[Extracted records]
######
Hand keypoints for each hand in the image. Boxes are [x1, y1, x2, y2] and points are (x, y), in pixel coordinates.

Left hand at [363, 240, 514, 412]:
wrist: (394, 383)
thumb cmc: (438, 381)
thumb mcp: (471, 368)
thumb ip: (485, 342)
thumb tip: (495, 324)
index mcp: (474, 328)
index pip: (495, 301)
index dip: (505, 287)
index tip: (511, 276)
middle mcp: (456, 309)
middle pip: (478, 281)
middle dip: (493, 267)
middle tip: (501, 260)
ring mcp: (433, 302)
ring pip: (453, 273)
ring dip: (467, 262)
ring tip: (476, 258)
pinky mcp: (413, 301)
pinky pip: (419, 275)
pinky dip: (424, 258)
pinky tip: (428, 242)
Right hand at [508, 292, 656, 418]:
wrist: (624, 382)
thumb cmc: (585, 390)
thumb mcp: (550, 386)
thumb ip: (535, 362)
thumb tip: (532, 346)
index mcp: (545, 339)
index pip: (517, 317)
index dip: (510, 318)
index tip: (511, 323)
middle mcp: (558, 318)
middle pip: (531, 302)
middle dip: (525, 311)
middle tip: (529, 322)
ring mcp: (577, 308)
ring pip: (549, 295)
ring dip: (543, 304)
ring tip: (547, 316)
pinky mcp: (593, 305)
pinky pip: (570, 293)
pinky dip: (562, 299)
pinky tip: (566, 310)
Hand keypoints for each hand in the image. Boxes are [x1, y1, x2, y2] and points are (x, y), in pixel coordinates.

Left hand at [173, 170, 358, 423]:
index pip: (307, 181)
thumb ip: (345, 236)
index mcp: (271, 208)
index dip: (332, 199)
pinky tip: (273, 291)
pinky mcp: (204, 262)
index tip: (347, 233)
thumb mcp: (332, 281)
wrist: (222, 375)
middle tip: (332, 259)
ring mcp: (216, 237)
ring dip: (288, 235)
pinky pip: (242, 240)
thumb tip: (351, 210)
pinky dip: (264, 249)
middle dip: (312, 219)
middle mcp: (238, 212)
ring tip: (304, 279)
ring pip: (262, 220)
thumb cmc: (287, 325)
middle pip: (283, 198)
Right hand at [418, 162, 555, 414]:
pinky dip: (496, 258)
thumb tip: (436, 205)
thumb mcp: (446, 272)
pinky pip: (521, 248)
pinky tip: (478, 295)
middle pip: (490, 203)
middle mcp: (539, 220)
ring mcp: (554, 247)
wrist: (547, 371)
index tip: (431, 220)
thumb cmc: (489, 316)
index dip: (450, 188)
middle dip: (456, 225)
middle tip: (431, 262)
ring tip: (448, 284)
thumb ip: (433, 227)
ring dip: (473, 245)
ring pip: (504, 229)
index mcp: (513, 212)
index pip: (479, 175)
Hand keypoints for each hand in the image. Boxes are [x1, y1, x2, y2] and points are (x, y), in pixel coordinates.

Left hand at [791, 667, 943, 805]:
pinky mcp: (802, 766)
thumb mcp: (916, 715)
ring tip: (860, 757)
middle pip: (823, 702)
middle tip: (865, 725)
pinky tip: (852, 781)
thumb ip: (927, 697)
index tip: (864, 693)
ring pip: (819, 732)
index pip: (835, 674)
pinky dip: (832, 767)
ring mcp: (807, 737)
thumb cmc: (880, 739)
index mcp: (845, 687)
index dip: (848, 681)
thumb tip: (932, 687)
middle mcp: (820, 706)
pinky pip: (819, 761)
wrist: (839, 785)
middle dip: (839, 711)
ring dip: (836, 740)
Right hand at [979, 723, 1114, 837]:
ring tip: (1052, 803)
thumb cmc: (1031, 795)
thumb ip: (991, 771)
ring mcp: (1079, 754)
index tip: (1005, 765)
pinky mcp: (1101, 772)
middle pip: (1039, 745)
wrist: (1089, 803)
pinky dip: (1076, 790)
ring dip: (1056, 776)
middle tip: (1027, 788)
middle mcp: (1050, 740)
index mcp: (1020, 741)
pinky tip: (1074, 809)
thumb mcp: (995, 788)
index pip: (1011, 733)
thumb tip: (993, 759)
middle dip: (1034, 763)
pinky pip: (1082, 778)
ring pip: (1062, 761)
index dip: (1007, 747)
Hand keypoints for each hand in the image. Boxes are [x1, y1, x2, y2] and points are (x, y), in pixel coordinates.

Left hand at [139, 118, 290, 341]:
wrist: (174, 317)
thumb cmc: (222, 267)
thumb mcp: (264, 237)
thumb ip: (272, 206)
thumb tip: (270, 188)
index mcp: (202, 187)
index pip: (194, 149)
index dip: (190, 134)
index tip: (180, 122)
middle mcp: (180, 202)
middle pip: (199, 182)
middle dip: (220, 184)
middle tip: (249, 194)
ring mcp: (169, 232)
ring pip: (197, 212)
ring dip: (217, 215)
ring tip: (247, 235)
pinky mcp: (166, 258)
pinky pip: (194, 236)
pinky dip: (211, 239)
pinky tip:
######
Look through the data above for the word "hand". Report each line where it occurs.

## Answer section
Hand keypoints for each hand in the image. Boxes are [x1, y1, x2, y2] and points are (x, y), in pixel coordinates.
Left hand at [363, 240, 514, 412]:
Right hand at [508, 292, 656, 418]:
Hand keypoints for each hand in the image. Boxes are [x1, y1, x2, y2] and points are (x, y), in pixel coordinates.
Left hand at [173, 170, 358, 423]:
Right hand at [418, 162, 555, 414]:
Hand keypoints for each hand in the image. Boxes are [x1, y1, x2, y2] and points are (x, y), in pixel coordinates.
Left hand at [791, 667, 943, 805]:
Right hand at [979, 723, 1114, 837]:
Hand keypoints for each hand in the image. Boxes are [x1, y1, x2, y2] and points are (x, y), in pixel coordinates.
Left hand at [139, 118, 290, 341]:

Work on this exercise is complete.